BEGIN Supplied entries

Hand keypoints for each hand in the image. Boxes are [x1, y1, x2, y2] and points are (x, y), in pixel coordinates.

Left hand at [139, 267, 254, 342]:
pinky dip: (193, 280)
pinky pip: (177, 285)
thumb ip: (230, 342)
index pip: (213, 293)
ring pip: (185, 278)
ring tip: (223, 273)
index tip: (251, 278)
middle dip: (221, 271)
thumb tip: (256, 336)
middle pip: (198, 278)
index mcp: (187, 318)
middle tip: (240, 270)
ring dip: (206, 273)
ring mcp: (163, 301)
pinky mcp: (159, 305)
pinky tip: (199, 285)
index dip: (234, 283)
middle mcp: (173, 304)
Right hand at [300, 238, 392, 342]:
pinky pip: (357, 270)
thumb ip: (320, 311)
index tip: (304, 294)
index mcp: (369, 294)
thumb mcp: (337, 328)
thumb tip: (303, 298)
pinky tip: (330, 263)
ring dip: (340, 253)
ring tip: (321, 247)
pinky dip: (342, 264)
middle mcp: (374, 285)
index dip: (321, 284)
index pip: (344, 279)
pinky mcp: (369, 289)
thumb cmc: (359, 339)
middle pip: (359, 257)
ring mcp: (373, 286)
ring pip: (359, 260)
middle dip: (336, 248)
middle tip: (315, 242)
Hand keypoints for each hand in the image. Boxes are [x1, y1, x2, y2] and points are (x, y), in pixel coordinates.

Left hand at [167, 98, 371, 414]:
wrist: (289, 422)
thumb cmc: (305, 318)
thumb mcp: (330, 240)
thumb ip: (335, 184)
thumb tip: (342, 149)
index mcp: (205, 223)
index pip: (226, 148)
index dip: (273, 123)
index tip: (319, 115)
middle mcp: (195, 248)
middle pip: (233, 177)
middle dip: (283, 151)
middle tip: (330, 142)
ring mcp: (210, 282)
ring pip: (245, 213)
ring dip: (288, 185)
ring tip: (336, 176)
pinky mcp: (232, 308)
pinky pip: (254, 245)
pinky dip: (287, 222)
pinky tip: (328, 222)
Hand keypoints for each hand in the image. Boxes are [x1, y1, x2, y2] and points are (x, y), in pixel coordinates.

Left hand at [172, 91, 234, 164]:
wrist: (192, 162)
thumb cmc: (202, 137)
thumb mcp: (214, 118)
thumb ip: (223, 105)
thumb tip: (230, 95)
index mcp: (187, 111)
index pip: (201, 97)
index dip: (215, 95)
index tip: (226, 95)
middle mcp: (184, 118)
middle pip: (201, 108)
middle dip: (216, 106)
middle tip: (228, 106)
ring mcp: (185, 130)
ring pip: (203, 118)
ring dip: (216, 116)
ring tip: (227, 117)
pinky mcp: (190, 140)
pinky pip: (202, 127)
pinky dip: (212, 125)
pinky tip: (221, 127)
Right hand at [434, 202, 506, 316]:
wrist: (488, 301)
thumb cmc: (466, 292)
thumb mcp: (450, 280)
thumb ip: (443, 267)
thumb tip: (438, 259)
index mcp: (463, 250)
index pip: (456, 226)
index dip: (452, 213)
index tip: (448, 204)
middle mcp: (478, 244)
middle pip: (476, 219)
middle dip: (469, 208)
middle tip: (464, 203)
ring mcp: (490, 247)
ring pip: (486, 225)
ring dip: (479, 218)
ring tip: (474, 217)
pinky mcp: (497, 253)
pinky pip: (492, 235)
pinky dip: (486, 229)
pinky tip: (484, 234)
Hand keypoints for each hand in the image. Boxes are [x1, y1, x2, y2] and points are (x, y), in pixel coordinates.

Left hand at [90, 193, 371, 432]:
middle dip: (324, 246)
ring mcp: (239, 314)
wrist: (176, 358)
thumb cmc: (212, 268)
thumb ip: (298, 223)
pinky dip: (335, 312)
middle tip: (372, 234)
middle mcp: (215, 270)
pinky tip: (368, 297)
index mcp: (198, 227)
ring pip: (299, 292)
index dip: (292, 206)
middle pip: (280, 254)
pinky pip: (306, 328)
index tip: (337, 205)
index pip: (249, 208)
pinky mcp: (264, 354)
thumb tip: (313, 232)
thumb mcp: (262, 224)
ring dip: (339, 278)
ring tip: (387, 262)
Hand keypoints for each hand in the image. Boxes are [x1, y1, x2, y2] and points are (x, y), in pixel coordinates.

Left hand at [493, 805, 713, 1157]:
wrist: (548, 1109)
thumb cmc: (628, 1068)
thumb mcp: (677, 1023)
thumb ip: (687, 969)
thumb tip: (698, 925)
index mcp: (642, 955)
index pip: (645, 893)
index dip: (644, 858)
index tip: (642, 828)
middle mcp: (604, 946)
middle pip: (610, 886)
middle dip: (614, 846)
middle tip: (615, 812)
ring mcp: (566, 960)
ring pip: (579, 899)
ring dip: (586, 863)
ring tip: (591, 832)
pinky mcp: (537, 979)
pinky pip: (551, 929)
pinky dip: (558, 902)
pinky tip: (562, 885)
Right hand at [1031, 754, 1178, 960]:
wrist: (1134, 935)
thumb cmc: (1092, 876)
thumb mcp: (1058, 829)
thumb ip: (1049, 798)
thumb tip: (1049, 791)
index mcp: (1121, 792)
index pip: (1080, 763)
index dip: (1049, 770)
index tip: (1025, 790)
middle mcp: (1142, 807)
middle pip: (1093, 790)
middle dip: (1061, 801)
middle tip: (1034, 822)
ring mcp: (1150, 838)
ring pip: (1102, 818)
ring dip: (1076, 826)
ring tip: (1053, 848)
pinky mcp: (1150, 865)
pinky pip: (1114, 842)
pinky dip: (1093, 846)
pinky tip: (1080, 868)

END Supplied entries
BEGIN Supplied entries

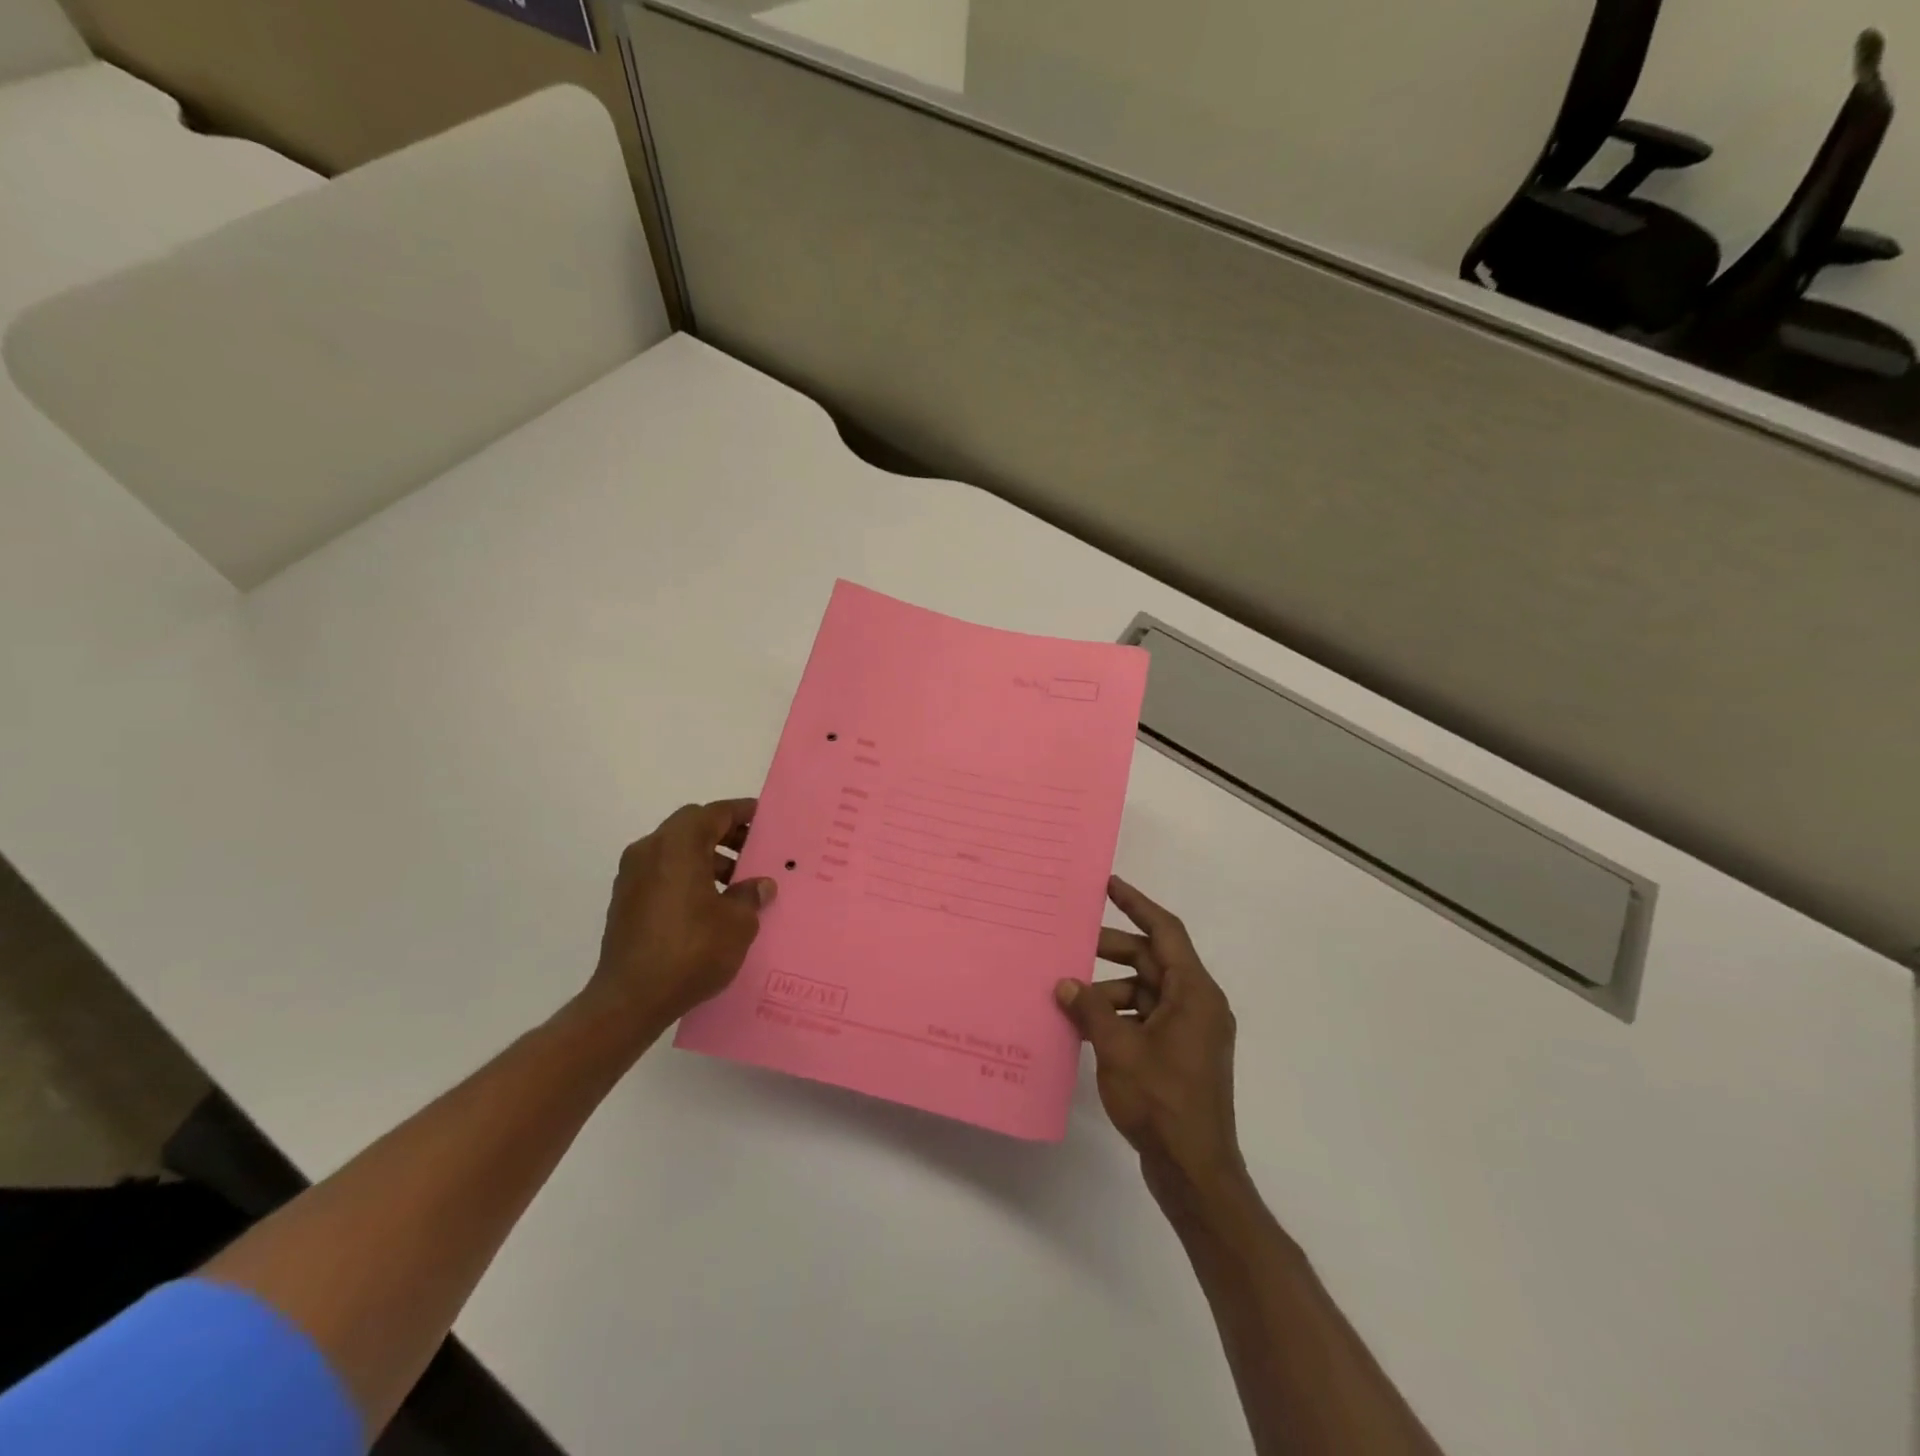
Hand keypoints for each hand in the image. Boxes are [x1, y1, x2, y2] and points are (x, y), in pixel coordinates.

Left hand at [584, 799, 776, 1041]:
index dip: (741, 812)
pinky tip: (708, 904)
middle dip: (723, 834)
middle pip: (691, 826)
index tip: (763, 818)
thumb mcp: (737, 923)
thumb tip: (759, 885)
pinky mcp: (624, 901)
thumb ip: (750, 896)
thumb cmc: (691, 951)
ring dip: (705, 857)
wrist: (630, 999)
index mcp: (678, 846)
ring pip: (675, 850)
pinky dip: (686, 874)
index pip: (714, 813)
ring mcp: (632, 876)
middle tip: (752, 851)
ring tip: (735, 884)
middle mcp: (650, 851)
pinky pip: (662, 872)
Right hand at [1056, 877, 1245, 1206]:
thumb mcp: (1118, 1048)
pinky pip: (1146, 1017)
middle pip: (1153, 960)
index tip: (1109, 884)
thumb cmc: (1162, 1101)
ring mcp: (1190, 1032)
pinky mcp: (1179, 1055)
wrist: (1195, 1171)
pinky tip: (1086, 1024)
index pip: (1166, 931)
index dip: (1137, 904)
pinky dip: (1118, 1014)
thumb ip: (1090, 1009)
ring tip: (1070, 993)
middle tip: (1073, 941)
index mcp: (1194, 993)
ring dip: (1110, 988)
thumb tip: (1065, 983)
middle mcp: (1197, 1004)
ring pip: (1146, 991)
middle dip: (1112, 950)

END Supplied entries
BEGIN Supplied entries

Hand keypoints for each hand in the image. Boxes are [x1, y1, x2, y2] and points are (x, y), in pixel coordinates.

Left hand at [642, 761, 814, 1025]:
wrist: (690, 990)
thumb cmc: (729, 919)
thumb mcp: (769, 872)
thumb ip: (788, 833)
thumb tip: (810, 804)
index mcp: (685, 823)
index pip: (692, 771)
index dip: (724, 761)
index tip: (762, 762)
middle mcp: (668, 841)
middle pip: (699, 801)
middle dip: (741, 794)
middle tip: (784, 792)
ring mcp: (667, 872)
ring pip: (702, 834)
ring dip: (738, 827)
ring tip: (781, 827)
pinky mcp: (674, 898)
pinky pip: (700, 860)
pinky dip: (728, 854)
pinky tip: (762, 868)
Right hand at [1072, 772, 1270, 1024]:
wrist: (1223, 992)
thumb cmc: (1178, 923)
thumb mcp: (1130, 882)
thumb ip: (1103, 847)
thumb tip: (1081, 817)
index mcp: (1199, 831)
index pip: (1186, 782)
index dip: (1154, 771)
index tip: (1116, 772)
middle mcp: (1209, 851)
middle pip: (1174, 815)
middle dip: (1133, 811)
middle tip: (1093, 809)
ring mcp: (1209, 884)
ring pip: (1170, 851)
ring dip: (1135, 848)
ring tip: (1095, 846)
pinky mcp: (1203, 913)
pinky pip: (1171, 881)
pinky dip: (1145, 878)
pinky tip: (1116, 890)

END Supplied entries

■ **Activity**
From the entries, report each line that includes the word "Right".

■ **Exercise output**
Right hand at [300, 238, 392, 342]:
Right hand at [434, 202, 506, 316]:
Right hand at [1031, 754, 1178, 960]:
Right hand at [1056, 877, 1245, 1206]:
Right hand at [1072, 772, 1270, 1024]:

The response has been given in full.